Dunkirk switches between time rather fluidly. It is not until this section of the film that we begin to see how the various narratives fit together. There is the story of the young soldiers, Tommy, Gibson, and Alex; the story of the shores of Dunkirk; the story of Farrier in the air; and the story of Dawson's rescue mission. Moments after we see the shell-shocked soldier on Dawson's boat, we see him aboard a lifeboat the previous night, as Alex and Tommy try to climb aboard. In this moment, he is anxious, but still maintaining composure in his uniform, in contrast to the destitute state in which Dawson finds him. These time shifts show us just how quickly the soldiers' fates change and how unexpectedly peace turns to disaster.

In this section of the film, we also see the ways that the larger tremors of violence in war ripple outward and affect everyone, not just soldiers and commanders. In a struggle on Moonstone, the shell-shocked soldier knocks the innocent George over and down the stairs, a fall which eventually kills the boy. The fear that the war has planted in the shell-shocked soldier bubbles over to an extent that it hurts a young boy who is merely trying to help. The soldier—one of the people Dawson and the boys are trying to save—ends up hurting his saviors as if they were captors, and we see just how harmful the war has been.

Hope is scarce on the beaches of Dunkirk, particularly at this point in the movie. Having already made it off the beach towards England, Tommy, Alex, and Gibson are particularly disheartened to find themselves trapped on the beach again, and Winnant and Bolton look disheartened as they assess possible outcomes. Farrier manages to gun down a German bomber, but his wingmate Collins had to crash, and now he is running out of fuel.

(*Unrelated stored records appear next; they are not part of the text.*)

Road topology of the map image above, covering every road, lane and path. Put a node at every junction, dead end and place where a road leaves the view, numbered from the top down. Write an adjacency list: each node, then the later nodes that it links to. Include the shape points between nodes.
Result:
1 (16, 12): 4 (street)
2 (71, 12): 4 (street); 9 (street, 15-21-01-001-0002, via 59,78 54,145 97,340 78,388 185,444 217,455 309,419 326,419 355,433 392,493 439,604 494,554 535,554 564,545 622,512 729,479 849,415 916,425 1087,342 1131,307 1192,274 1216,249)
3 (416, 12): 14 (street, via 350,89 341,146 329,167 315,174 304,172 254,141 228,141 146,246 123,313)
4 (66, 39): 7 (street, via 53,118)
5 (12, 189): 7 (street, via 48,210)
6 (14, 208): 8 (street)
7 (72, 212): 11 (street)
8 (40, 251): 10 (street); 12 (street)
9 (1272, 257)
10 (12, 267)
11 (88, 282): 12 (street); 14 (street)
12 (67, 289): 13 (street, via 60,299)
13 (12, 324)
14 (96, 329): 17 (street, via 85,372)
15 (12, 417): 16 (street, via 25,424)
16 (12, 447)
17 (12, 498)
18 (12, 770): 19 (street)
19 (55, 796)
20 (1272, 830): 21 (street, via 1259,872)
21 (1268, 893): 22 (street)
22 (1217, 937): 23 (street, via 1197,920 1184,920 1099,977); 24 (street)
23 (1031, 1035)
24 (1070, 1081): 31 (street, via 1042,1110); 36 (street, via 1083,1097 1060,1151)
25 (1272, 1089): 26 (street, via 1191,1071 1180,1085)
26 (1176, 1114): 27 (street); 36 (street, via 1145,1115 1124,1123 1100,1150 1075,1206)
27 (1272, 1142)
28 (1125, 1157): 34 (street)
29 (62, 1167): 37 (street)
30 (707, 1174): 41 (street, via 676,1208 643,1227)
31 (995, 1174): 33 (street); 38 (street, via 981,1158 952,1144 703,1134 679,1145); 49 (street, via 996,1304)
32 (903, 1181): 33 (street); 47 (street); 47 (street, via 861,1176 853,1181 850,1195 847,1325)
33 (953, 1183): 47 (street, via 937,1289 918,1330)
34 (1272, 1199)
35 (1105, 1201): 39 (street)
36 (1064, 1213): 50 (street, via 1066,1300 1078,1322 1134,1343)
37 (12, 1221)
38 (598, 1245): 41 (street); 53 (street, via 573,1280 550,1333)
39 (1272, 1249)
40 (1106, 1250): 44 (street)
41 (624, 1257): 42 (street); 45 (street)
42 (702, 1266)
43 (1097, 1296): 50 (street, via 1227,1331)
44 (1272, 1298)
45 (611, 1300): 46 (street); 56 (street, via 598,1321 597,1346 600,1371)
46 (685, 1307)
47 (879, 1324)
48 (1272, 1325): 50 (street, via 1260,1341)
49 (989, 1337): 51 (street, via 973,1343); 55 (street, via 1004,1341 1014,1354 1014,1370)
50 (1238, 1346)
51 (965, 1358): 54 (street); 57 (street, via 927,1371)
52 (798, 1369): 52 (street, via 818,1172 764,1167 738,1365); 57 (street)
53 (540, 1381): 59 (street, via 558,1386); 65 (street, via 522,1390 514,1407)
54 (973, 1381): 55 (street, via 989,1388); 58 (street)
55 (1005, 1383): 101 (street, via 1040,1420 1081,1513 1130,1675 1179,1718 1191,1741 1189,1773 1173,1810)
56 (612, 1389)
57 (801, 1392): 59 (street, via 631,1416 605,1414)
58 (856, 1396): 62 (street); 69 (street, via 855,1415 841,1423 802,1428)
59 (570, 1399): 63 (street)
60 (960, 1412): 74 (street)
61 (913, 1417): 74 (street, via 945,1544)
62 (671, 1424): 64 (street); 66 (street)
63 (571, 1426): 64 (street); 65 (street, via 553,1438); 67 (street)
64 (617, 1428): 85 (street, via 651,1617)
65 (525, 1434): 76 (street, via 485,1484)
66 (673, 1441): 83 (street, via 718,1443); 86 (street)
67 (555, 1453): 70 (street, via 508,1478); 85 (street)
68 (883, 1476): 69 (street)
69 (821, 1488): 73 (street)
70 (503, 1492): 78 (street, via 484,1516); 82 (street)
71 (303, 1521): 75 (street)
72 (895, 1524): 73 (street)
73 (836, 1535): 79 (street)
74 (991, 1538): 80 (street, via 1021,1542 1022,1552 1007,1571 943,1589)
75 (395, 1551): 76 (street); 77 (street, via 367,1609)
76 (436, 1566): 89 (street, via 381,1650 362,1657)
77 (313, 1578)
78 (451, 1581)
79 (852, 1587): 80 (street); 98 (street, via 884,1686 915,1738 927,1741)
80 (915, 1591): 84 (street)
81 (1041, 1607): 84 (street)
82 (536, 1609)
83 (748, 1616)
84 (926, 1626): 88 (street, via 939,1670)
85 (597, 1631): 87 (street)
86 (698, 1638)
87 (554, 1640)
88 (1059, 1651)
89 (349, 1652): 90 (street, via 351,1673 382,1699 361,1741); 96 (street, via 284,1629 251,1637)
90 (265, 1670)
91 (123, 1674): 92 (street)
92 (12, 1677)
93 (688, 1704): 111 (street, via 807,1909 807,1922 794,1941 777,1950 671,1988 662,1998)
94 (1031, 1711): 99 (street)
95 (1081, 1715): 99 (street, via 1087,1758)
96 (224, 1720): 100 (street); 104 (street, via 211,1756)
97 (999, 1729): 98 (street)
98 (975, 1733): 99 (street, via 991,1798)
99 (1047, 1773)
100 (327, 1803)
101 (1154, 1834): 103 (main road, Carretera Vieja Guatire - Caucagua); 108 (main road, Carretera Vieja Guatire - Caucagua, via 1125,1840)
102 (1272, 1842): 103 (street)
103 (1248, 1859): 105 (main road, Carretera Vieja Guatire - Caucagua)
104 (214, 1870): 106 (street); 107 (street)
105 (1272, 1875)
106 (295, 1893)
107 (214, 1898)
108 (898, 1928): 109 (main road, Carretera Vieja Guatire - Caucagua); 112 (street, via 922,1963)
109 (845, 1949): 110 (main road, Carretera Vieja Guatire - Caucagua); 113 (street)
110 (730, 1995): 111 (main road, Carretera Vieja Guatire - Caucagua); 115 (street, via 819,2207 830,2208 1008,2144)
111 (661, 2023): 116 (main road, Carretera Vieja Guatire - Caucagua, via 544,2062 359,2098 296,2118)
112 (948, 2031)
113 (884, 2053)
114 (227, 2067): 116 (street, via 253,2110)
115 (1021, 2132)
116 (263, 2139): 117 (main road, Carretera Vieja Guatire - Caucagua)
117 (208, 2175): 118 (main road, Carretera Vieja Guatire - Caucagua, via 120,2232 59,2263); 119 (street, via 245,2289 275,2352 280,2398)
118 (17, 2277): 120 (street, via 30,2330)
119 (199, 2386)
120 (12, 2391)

Part of the tragedy of the battle of Dunkirk is that it takes place in the middle of the war, so the British government must conserve resources. When Winnant goes to Bolton and asks where the destroyers are, Bolton informs him that they are holding some of the vessels for other battles, and cannot afford to send as many, given the setbacks they have already endured. In spite of the fact that hundreds of thousands of men are waiting to return home, England must think of the bigger picture, which means that many thousands of men must sacrifice their lives for the war. This tragic fact is exacerbated by the fact that England is within sight, so close to Dunkirk, yet separated by war.